_Your objective:_
After finding the line that contains "Task: Summarize the", reproduce it and each line below it through the end of the listing, exactly, with nothing added.
--*--
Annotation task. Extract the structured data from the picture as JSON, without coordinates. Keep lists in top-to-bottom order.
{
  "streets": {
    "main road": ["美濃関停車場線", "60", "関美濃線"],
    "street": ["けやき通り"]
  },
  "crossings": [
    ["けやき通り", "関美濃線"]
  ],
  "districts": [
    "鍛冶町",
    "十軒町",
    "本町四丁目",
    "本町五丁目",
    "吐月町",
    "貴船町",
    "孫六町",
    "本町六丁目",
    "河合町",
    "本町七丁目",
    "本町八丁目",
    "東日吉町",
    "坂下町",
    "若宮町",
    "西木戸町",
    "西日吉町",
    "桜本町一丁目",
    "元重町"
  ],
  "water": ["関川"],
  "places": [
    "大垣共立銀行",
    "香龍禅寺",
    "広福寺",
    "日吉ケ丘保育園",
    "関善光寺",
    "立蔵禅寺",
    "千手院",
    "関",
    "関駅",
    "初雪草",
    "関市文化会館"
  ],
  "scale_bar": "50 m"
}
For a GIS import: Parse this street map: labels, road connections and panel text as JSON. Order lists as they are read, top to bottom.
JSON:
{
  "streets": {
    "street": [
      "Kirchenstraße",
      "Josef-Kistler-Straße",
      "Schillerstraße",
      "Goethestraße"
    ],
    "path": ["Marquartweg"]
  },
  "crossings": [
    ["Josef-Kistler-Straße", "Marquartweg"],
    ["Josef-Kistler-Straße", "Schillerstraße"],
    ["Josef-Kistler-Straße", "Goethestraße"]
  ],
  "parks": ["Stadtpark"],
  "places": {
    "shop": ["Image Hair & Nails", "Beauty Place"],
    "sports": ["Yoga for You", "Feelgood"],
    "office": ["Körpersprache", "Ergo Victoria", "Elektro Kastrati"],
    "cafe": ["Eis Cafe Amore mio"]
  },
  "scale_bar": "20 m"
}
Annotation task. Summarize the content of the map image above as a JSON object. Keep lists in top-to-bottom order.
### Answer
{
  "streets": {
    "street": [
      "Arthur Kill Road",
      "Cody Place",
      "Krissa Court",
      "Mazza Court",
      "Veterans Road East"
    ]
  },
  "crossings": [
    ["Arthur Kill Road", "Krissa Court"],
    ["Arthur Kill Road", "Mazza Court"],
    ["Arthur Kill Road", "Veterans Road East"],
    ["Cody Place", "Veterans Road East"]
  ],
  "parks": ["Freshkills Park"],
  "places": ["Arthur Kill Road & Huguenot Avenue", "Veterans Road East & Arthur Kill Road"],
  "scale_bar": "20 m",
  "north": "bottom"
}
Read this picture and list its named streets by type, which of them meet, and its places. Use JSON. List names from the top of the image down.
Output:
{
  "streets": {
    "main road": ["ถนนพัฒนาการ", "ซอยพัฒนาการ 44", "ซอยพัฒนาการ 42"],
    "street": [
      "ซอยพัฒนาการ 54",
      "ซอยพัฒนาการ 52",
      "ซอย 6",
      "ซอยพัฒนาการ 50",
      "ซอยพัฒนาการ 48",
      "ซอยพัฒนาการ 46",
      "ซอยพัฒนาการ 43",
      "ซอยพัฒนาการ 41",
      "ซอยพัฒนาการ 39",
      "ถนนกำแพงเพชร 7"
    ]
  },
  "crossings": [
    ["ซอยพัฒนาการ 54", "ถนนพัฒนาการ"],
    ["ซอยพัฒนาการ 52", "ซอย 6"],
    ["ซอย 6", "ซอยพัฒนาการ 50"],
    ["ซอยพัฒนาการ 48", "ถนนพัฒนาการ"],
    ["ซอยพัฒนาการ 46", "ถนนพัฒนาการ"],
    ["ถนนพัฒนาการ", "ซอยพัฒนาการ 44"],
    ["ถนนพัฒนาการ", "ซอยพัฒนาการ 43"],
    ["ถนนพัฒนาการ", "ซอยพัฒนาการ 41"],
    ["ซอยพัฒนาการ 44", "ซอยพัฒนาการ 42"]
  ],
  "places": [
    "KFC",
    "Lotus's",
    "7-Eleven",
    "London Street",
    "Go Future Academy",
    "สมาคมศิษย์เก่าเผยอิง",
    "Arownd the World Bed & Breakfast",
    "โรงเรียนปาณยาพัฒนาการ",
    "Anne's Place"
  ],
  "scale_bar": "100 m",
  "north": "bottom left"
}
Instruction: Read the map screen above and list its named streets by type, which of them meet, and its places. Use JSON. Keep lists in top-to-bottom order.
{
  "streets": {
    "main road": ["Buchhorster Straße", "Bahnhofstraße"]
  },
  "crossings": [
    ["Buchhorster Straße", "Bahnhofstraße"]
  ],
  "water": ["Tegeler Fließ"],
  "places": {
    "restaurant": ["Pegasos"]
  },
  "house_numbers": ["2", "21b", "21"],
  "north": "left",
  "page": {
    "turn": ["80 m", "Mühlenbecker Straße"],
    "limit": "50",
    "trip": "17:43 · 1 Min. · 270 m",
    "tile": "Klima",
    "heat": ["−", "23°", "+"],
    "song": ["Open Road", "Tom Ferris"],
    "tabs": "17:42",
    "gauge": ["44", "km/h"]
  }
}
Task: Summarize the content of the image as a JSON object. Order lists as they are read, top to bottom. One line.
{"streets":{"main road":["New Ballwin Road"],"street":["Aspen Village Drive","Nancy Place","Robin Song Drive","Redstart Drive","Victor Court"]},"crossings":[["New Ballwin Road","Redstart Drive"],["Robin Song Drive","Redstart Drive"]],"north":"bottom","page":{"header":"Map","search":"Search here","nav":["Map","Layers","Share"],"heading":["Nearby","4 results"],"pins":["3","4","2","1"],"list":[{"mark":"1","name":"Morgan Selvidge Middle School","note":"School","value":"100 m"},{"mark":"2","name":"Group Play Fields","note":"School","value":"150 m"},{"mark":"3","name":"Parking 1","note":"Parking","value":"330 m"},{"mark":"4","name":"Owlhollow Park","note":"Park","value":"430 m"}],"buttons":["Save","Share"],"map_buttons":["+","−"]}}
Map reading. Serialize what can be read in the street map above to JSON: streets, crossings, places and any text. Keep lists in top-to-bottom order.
--*--
_Solution:_
Task: Summarize the content of the image as a JSON object. Order lists as they are read, top to bottom. One line.
{"streets":{"main road":["New Ballwin Road"],"street":["Aspen Village Drive","Nancy Place","Robin Song Drive","Redstart Drive","Victor Court"]},"crossings":[["New Ballwin Road","Redstart Drive"],["Robin Song Drive","Redstart Drive"]],"north":"bottom","page":{"header":"Map","search":"Search here","nav":["Map","Layers","Share"],"heading":["Nearby","4 results"],"pins":["3","4","2","1"],"list":[{"mark":"1","name":"Morgan Selvidge Middle School","note":"School","value":"100 m"},{"mark":"2","name":"Group Play Fields","note":"School","value":"150 m"},{"mark":"3","name":"Parking 1","note":"Parking","value":"330 m"},{"mark":"4","name":"Owlhollow Park","note":"Park","value":"430 m"}],"buttons":["Save","Share"],"map_buttons":["+","−"]}}
Map reading. Serialize what can be read in the street map above to JSON: streets, crossings, places and any text. Keep lists in top-to-bottom order.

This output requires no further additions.